_PROBLEM TO WORK ON_: Would you copy the entries that follow exactly, leaving out every picture?

_EXERCISE DATA_:
------------------------------
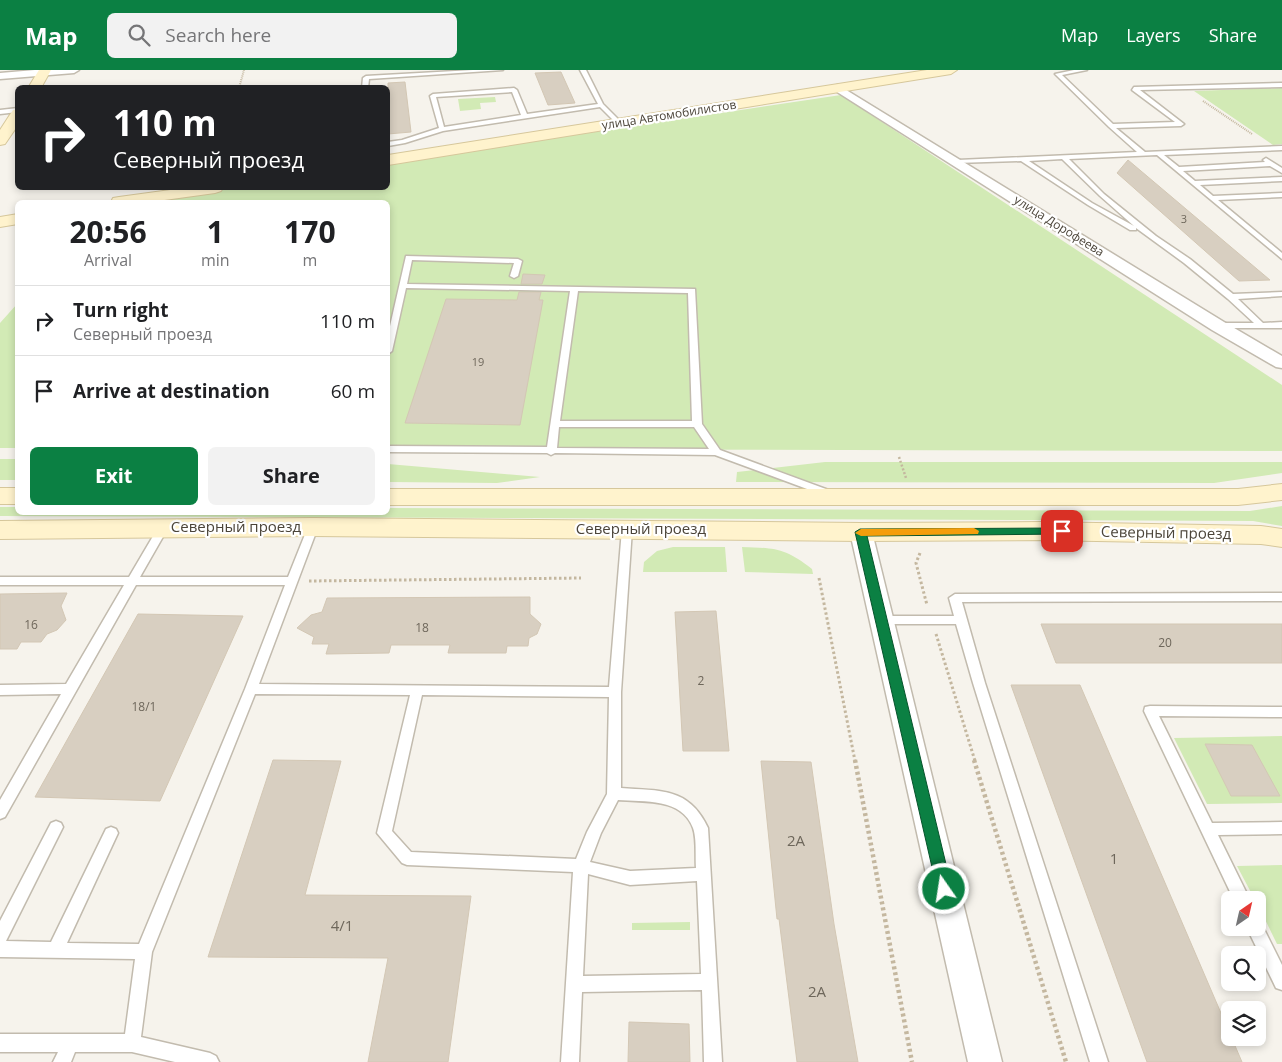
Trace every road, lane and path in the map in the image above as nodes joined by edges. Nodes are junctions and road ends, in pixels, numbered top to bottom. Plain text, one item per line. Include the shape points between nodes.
1 (74, 70) edge
2 (500, 70) edge
3 (584, 70) edge
4 (951, 70) edge
5 (1084, 70) edge
6 (244, 71) edge
7 (44, 72) edge
8 (0, 76) edge
9 (36, 85) edge
10 (240, 85) edge
11 (366, 85) edge
12 (1282, 85) edge
13 (838, 88) junction
14 (1184, 88) junction
15 (601, 105) junction
16 (0, 112) edge
17 (15, 112) edge
18 (15, 117) edge
19 (524, 117) junction
20 (619, 123) junction
21 (1111, 126) junction
22 (442, 129) junction
23 (1258, 138) dead end
24 (0, 141) edge
25 (403, 142) junction
26 (390, 144) edge
27 (1282, 148) edge
28 (1251, 149) junction
29 (1158, 153) junction
30 (1143, 154) junction
31 (406, 157) junction
32 (1063, 157) junction
33 (390, 160) edge
34 (1022, 160) junction
35 (958, 162) junction
36 (1272, 164) junction
37 (1177, 168) junction
38 (1282, 171) edge
39 (1282, 179) edge
40 (1194, 183) junction
41 (201, 190) edge
42 (1282, 195) edge
43 (1212, 198) junction
44 (133, 200) edge
45 (15, 220) edge
46 (0, 222) edge
47 (1153, 238) junction
48 (1282, 257) edge
49 (514, 276) dead end
50 (403, 286) junction
51 (574, 289) junction
52 (1282, 294) edge
53 (1231, 296) junction
54 (1261, 325) junction
55 (1282, 325) edge
56 (1218, 326) junction
57 (390, 342) edge
58 (1282, 363) edge
59 (555, 424) junction
60 (697, 424) junction
61 (390, 449) edge
62 (551, 452) junction
63 (716, 452) junction
64 (899, 457) dead end
65 (907, 481) dead end
66 (1282, 492) edge
67 (0, 496) edge
68 (15, 496) edge
69 (390, 498) edge
70 (841, 498) junction
71 (314, 527) junction
72 (163, 528) junction
73 (627, 529) junction
74 (0, 530) edge
75 (860, 532) junction
76 (1282, 538) edge
77 (924, 550) dead end
78 (581, 578) dead end
79 (819, 578) dead end
80 (0, 581) edge
81 (292, 581) junction
82 (131, 582) junction
83 (1282, 597) edge
84 (881, 620) junction
85 (932, 620) junction
86 (961, 620) junction
87 (70, 689) junction
88 (251, 689) junction
89 (0, 690) edge
90 (417, 691) junction
91 (615, 692) junction
92 (1282, 712) edge
93 (614, 794) junction
94 (0, 813) edge
95 (56, 827) dead end
96 (1282, 828) edge
97 (1207, 829) junction
98 (111, 833) dead end
99 (581, 866) junction
100 (703, 874) junction
101 (1238, 891) edge
102 (0, 936) edge
103 (1260, 936) edge
104 (0, 949) edge
105 (56, 950) junction
106 (144, 952) junction
107 (1280, 972) edge
108 (710, 982) junction
109 (573, 984) junction
110 (0, 1042) edge
111 (70, 1043) junction
112 (132, 1043) junction
113 (62, 1062) edge
114 (210, 1062) edge
115 (570, 1062) edge
116 (713, 1062) edge
117 (912, 1062) edge
118 (985, 1062) edge
119 (1066, 1062) edge
120 (1099, 1062) edge

1 - 7 street
2 - 11 lane via 366,78
3 - 15 lane
4 - 13 main road, улица Автомобилистов
5 - 21 lane via 1058,74
6 - 10 path
7 - 8 street
7 - 9 main road
12 - 14 lane
13 - 20 main road, улица Автомобилистов
13 - 35 street, улица Дорофеева
14 - 21 lane via 1134,89 1181,124
14 - 23 path
15 - 19 lane
15 - 20 lane
16 - 17 lane
18 - 24 main road
19 - 22 lane
19 - 22 lane via 514,90 433,96
20 - 31 main road, улица Автомобилистов
21 - 30 lane
22 - 25 lane
25 - 26 lane
25 - 31 lane
27 - 28 lane
28 - 29 lane
28 - 36 lane
29 - 30 lane
29 - 37 lane
30 - 32 lane
31 - 33 main road, улица Автомобилистов
32 - 34 lane
32 - 47 lane
34 - 35 lane
34 - 47 lane via 1090,204
35 - 56 street, улица Дорофеева
36 - 37 lane
36 - 38 lane
37 - 40 lane
39 - 40 lane
40 - 43 lane
41 - 44 main road
42 - 43 lane
43 - 48 lane
45 - 46 main road
47 - 53 lane
49 - 50 lane via 518,261 409,258
50 - 51 lane
50 - 57 lane
51 - 59 lane
51 - 60 lane via 692,291
52 - 53 lane
53 - 54 lane
54 - 55 lane
54 - 56 lane
56 - 58 street, улица Дорофеева
59 - 60 lane
59 - 62 lane
60 - 63 lane
61 - 62 lane
62 - 63 lane
63 - 70 lane
64 - 65 path
66 - 70 main road, Северный проезд via 1238,497
67 - 68 main road
69 - 70 main road, Северный проезд
71 - 72 main road, Северный проезд
71 - 73 main road, Северный проезд
71 - 81 lane
72 - 74 main road, Северный проезд
72 - 82 lane
73 - 75 main road, Северный проезд
73 - 91 lane
75 - 76 main road, Северный проезд via 1052,531
75 - 84 street
77 - 85 path via 916,563
78 - 81 path
79 - 117 path
80 - 82 lane
81 - 82 lane
81 - 88 lane
82 - 87 lane
83 - 86 lane via 955,598
84 - 85 lane
84 - 118 street
85 - 86 lane
85 - 119 path
86 - 120 lane
87 - 89 lane
87 - 94 lane
88 - 90 lane
88 - 106 lane
90 - 91 lane
90 - 99 lane via 384,833 407,858
91 - 93 lane
92 - 97 lane via 1150,711
93 - 99 lane
93 - 100 lane via 667,797 690,810 701,828
95 - 102 lane
96 - 97 lane
97 - 101 lane
98 - 105 lane
99 - 100 lane via 630,878
99 - 109 lane
100 - 108 lane
103 - 107 lane
104 - 105 lane
105 - 106 lane
106 - 112 lane
108 - 109 lane
108 - 116 lane
109 - 115 lane
110 - 111 lane
111 - 112 lane
111 - 113 lane
112 - 114 lane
------------------------------
_RESULT OF THIS TASK_:
Trace every road, lane and path in the map in the image above as nodes joined by edges. Nodes are junctions and road ends, in pixels, numbered top to bottom. Plain text, one item per line. Include the shape points between nodes.
1 (74, 70) edge
2 (500, 70) edge
3 (584, 70) edge
4 (951, 70) edge
5 (1084, 70) edge
6 (244, 71) edge
7 (44, 72) edge
8 (0, 76) edge
9 (36, 85) edge
10 (240, 85) edge
11 (366, 85) edge
12 (1282, 85) edge
13 (838, 88) junction
14 (1184, 88) junction
15 (601, 105) junction
16 (0, 112) edge
17 (15, 112) edge
18 (15, 117) edge
19 (524, 117) junction
20 (619, 123) junction
21 (1111, 126) junction
22 (442, 129) junction
23 (1258, 138) dead end
24 (0, 141) edge
25 (403, 142) junction
26 (390, 144) edge
27 (1282, 148) edge
28 (1251, 149) junction
29 (1158, 153) junction
30 (1143, 154) junction
31 (406, 157) junction
32 (1063, 157) junction
33 (390, 160) edge
34 (1022, 160) junction
35 (958, 162) junction
36 (1272, 164) junction
37 (1177, 168) junction
38 (1282, 171) edge
39 (1282, 179) edge
40 (1194, 183) junction
41 (201, 190) edge
42 (1282, 195) edge
43 (1212, 198) junction
44 (133, 200) edge
45 (15, 220) edge
46 (0, 222) edge
47 (1153, 238) junction
48 (1282, 257) edge
49 (514, 276) dead end
50 (403, 286) junction
51 (574, 289) junction
52 (1282, 294) edge
53 (1231, 296) junction
54 (1261, 325) junction
55 (1282, 325) edge
56 (1218, 326) junction
57 (390, 342) edge
58 (1282, 363) edge
59 (555, 424) junction
60 (697, 424) junction
61 (390, 449) edge
62 (551, 452) junction
63 (716, 452) junction
64 (899, 457) dead end
65 (907, 481) dead end
66 (1282, 492) edge
67 (0, 496) edge
68 (15, 496) edge
69 (390, 498) edge
70 (841, 498) junction
71 (314, 527) junction
72 (163, 528) junction
73 (627, 529) junction
74 (0, 530) edge
75 (860, 532) junction
76 (1282, 538) edge
77 (924, 550) dead end
78 (581, 578) dead end
79 (819, 578) dead end
80 (0, 581) edge
81 (292, 581) junction
82 (131, 582) junction
83 (1282, 597) edge
84 (881, 620) junction
85 (932, 620) junction
86 (961, 620) junction
87 (70, 689) junction
88 (251, 689) junction
89 (0, 690) edge
90 (417, 691) junction
91 (615, 692) junction
92 (1282, 712) edge
93 (614, 794) junction
94 (0, 813) edge
95 (56, 827) dead end
96 (1282, 828) edge
97 (1207, 829) junction
98 (111, 833) dead end
99 (581, 866) junction
100 (703, 874) junction
101 (1238, 891) edge
102 (0, 936) edge
103 (1260, 936) edge
104 (0, 949) edge
105 (56, 950) junction
106 (144, 952) junction
107 (1280, 972) edge
108 (710, 982) junction
109 (573, 984) junction
110 (0, 1042) edge
111 (70, 1043) junction
112 (132, 1043) junction
113 (62, 1062) edge
114 (210, 1062) edge
115 (570, 1062) edge
116 (713, 1062) edge
117 (912, 1062) edge
118 (985, 1062) edge
119 (1066, 1062) edge
120 (1099, 1062) edge

1 - 7 street
2 - 11 lane via 366,78
3 - 15 lane
4 - 13 main road, улица Автомобилистов
5 - 21 lane via 1058,74
6 - 10 path
7 - 8 street
7 - 9 main road
12 - 14 lane
13 - 20 main road, улица Автомобилистов
13 - 35 street, улица Дорофеева
14 - 21 lane via 1134,89 1181,124
14 - 23 path
15 - 19 lane
15 - 20 lane
16 - 17 lane
18 - 24 main road
19 - 22 lane
19 - 22 lane via 514,90 433,96
20 - 31 main road, улица Автомобилистов
21 - 30 lane
22 - 25 lane
25 - 26 lane
25 - 31 lane
27 - 28 lane
28 - 29 lane
28 - 36 lane
29 - 30 lane
29 - 37 lane
30 - 32 lane
31 - 33 main road, улица Автомобилистов
32 - 34 lane
32 - 47 lane
34 - 35 lane
34 - 47 lane via 1090,204
35 - 56 street, улица Дорофеева
36 - 37 lane
36 - 38 lane
37 - 40 lane
39 - 40 lane
40 - 43 lane
41 - 44 main road
42 - 43 lane
43 - 48 lane
45 - 46 main road
47 - 53 lane
49 - 50 lane via 518,261 409,258
50 - 51 lane
50 - 57 lane
51 - 59 lane
51 - 60 lane via 692,291
52 - 53 lane
53 - 54 lane
54 - 55 lane
54 - 56 lane
56 - 58 street, улица Дорофеева
59 - 60 lane
59 - 62 lane
60 - 63 lane
61 - 62 lane
62 - 63 lane
63 - 70 lane
64 - 65 path
66 - 70 main road, Северный проезд via 1238,497
67 - 68 main road
69 - 70 main road, Северный проезд
71 - 72 main road, Северный проезд
71 - 73 main road, Северный проезд
71 - 81 lane
72 - 74 main road, Северный проезд
72 - 82 lane
73 - 75 main road, Северный проезд
73 - 91 lane
75 - 76 main road, Северный проезд via 1052,531
75 - 84 street
77 - 85 path via 916,563
78 - 81 path
79 - 117 path
80 - 82 lane
81 - 82 lane
81 - 88 lane
82 - 87 lane
83 - 86 lane via 955,598
84 - 85 lane
84 - 118 street
85 - 86 lane
85 - 119 path
86 - 120 lane
87 - 89 lane
87 - 94 lane
88 - 90 lane
88 - 106 lane
90 - 91 lane
90 - 99 lane via 384,833 407,858
91 - 93 lane
92 - 97 lane via 1150,711
93 - 99 lane
93 - 100 lane via 667,797 690,810 701,828
95 - 102 lane
96 - 97 lane
97 - 101 lane
98 - 105 lane
99 - 100 lane via 630,878
99 - 109 lane
100 - 108 lane
103 - 107 lane
104 - 105 lane
105 - 106 lane
106 - 112 lane
108 - 109 lane
108 - 116 lane
109 - 115 lane
110 - 111 lane
111 - 112 lane
111 - 113 lane
112 - 114 lane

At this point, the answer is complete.